Oh, to quote Achmed the Dead Terrorist, holy crap, I feel even queasier: I found the website the things are from. “Come and see The Freshly Caught Fairy Folk …” (Except that most of the pictures I’m seeing on the site are surprisingly poorly lit…) “The Friend Catchers?” I – but – that – oh my God. I don’t even know what to say. Except … so that’s how you make friends: with a net.
They do look dismayed! Okay, I was wrong about the cork stopping the bottles – I didn’t look closely, and that was the impression I had – but still.
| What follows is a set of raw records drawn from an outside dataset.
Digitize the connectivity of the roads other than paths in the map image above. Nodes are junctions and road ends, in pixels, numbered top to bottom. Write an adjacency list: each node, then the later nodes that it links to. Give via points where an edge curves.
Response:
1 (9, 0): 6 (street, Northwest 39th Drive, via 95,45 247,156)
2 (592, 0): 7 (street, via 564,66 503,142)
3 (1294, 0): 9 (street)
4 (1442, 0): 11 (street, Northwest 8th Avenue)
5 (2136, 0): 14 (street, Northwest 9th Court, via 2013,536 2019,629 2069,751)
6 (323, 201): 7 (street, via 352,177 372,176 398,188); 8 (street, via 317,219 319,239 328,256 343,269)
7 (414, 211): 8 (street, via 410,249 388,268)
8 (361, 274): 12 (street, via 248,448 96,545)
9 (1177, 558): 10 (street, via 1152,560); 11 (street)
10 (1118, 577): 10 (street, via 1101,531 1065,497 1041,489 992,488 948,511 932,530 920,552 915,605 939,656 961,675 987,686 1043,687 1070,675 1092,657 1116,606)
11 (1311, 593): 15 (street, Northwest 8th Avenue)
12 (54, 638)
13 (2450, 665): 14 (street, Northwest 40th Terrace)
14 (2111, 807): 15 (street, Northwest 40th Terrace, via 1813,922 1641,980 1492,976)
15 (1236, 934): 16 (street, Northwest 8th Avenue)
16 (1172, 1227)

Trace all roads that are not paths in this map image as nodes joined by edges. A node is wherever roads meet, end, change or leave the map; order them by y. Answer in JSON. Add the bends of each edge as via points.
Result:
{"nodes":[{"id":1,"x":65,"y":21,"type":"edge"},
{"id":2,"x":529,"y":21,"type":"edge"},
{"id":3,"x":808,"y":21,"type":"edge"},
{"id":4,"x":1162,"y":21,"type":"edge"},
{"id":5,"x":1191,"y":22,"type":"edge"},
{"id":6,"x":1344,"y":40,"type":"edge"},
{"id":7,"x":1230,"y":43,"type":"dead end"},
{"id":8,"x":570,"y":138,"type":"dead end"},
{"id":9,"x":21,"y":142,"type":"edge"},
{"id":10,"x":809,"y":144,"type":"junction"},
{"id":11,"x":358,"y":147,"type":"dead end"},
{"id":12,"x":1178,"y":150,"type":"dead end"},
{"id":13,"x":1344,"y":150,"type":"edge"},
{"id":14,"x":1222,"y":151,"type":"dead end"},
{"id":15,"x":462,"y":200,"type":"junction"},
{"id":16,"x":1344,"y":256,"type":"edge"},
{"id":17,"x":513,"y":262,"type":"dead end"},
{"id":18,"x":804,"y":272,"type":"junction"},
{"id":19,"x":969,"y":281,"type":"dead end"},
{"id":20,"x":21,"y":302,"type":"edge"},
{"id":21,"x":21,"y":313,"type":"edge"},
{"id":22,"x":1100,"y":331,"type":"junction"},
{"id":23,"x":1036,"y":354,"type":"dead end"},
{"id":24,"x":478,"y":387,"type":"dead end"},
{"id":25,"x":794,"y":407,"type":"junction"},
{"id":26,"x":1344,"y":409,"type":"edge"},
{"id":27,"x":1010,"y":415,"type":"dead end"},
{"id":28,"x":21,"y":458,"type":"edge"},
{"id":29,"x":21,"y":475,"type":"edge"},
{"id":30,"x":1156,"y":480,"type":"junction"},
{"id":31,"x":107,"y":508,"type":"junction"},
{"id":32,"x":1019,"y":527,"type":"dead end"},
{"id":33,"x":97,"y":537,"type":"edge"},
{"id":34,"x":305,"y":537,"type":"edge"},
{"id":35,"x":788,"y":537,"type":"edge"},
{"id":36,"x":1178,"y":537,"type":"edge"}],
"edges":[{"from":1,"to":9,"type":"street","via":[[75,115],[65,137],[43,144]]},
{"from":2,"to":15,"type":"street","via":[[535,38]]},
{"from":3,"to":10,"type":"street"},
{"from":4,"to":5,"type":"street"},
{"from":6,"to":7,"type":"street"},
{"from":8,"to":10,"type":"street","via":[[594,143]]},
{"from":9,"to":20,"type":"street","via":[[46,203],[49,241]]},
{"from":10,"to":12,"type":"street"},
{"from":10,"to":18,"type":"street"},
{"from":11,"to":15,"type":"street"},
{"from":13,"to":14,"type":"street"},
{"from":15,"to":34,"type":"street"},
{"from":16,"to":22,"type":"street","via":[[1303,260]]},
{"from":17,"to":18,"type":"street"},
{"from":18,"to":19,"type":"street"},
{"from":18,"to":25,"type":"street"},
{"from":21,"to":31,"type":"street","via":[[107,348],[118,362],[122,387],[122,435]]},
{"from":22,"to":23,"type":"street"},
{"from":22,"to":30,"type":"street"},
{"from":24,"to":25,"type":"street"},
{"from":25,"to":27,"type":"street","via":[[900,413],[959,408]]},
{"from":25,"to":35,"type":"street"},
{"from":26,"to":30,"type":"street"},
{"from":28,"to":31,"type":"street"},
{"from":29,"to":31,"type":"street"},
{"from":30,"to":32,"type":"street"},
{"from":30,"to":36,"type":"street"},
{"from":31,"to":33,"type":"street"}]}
How nice: “Freshly caught Fairy Princess holding a wand and available in three dress colours”. The wand didn’t do the poor bint much good, I take it. Ooh, you can get Christmas fairies under glass, too. Charming – because how better to note the birth of the Son of God than by sticking Jack Frost in a canning jar? I’m refraining from using the “contact a fairy catcher” link, but only because anything I say in this mood would come off even more tweaked than they are.
It may be the lateness of the hour, or too much cheesecake, but I’m entertaining fantasies right now of Titania (or better yet, Mab) or Raphael confronting someone like this shop owner. There’s a short story in there.